Obsessively focusing on the short term is a favorite pastime on Wall Street, but it's not a great strategy for achieving market-beating returns in the long run. One of your key advantages as an investor is the ability to ignore the daily or quarterly fluctuations that drive financial headlines while instead following a company's enduring competitive assets.
That advantage gets bigger when you stretch your investing timeline into at least several years. A tech-focused growth business like Roku (ROKU 2.48%), for example, will certainly look much different in five years than it does today. Let's see what investors can expect from the streaming platform by then.
More diversity
For those not already familiar, Roku makes digital media players for video streaming and operates a video-on-demand service. The latter business is highly dependent on advertising -- a factor that drove declining sales through early 2023. However, that business is looking up lately. "We are well positioned to reaccelerate growth as the ad market recovers," management told investors in late July.
Meanwhile, the company is likely to be much less dependent on advertising in five years.
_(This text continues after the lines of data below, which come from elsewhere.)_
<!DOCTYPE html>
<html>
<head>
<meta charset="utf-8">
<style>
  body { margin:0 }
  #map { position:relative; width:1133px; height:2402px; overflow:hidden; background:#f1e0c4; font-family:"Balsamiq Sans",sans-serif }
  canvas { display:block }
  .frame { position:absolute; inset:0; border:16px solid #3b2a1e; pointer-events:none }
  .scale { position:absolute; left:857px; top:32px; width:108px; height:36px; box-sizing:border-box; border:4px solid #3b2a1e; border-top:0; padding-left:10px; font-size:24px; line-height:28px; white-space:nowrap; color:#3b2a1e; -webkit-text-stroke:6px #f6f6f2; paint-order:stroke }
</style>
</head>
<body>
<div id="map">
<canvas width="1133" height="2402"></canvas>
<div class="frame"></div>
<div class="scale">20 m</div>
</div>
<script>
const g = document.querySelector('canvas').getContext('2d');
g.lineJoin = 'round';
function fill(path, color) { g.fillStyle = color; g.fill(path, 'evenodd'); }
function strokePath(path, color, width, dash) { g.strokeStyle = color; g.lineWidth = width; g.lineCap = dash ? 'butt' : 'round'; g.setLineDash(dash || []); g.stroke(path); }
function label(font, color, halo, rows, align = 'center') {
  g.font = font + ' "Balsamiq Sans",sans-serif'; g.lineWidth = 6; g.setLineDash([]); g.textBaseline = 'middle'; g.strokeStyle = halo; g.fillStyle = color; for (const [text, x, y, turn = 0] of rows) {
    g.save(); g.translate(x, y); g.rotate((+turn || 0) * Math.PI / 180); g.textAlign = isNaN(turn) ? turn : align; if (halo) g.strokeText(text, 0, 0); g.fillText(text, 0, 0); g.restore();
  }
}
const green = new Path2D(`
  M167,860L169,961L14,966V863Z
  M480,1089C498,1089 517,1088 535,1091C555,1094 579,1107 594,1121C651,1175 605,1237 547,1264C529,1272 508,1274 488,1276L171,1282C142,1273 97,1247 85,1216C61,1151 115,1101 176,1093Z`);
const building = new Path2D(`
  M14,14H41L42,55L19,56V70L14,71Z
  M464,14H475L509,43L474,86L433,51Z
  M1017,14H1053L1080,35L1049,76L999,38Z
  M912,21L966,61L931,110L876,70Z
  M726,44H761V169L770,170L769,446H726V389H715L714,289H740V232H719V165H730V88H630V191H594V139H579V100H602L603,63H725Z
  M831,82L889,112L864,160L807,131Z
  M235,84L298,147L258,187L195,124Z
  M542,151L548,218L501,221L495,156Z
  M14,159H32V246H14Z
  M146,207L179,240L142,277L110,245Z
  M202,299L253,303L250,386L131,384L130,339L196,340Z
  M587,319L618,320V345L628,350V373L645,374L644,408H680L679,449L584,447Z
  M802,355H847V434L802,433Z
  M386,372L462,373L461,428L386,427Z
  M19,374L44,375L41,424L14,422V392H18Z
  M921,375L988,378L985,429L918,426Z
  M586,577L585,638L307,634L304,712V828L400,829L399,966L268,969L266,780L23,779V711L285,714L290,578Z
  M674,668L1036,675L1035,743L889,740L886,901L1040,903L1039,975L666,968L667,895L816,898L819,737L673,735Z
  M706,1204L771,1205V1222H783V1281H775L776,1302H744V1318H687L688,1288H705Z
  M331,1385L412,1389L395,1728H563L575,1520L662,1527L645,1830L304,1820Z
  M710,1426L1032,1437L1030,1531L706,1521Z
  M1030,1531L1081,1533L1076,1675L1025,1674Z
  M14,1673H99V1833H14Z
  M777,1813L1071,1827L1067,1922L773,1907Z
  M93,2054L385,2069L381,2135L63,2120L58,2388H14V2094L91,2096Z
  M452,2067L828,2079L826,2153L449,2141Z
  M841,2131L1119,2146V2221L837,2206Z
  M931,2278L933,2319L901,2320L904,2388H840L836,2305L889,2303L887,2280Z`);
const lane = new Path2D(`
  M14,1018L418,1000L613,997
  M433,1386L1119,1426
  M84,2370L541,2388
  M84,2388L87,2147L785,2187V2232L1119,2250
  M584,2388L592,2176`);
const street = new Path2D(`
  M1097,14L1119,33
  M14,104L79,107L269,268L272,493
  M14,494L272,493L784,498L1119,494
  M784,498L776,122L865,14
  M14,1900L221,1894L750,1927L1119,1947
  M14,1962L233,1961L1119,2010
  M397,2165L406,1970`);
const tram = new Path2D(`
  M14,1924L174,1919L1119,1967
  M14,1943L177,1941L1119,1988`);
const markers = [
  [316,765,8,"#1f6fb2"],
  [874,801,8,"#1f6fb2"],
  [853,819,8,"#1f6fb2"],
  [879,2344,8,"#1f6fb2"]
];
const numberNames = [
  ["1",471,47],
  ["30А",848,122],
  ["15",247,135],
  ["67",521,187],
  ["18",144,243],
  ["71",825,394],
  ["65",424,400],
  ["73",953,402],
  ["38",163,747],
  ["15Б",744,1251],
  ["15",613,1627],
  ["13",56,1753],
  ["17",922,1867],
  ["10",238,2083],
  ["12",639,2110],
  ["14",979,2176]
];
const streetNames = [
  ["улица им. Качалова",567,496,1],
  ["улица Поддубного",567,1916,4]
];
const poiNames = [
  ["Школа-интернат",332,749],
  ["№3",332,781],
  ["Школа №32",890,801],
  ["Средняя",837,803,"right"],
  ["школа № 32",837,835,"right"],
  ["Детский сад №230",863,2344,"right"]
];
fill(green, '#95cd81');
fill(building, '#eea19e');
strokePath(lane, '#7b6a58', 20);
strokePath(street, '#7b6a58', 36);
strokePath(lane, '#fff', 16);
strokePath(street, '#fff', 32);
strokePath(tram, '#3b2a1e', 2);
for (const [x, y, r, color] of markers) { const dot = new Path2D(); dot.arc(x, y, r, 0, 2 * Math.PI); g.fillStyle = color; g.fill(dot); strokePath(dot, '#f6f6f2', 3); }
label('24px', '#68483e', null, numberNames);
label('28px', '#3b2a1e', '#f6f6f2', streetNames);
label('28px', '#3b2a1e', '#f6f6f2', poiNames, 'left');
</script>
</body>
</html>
Roku's executives know that a strong business doesn't rely on just one revenue source, especially when that source is largely outside of their control. That's why Roku is doing its best to maximize other revenue streams like premium subscriptions and hardware sales.
Look for the company to continue aggressively targeting these complementary services into the late 2020s.
Higher return on investment
One of the most exciting aspects of Roku's business model is the potential for the platform to significantly boost its value over time. The clearest example today is with respect to advertisers, which are being offered innovative ways to connect with consumers that aren't possible through traditional pay-TV models. Investors can expect to see more partnerships like the recent one with Shopify that allows for purchases directly from a streaming advertisement.
Roku also needs to boost the value of its service for its two other main stakeholder groups: users and content distributors. Engagement is the metric that supports both goals, and the good news is that these trends are pointed in the right direction. Roku gained 1.9 million new accounts in the most recent quarter, pushing its total to 74 million. Streaming hours were up more than 20% year over year to 25 billion.
The missing piece is profit
Roku hasn't yet demonstrated a clear path toward sustainable profits. Average revenue per user was down 7% in the most recent quarter as it struggled to monetize its growing base of TV watchers. Its net loss has expanded to $300 million over the past six months from $140 million a year earlier. Operating losses have followed the same negative trajectory.
The path that Roku's stock takes over the next few years might depend most directly on the company's ability to improve this core earnings metric. That's partly why investors pushed shares higher this year after learning of the company's aggressive cost-cutting that will include layoffs, a review of content spending, and lower real estate spending.
Streaming leader Netflix enjoys an operating profit margin of roughly 20% of sales, while Roku's comparable metric is in deeply negative territory today. It lacks Netflix's scale and its direct connection with paying users. Nearly 240 million people subscribe to Netflix, while Roku counts 75 million users, most of whom do not pay for access to its content.
Roku has several promising paths toward boosting its profit margin over the next few years, but investors will need to see concrete progress on this score for the stock to extend its 2023 wins into market-thumping returns over the long term.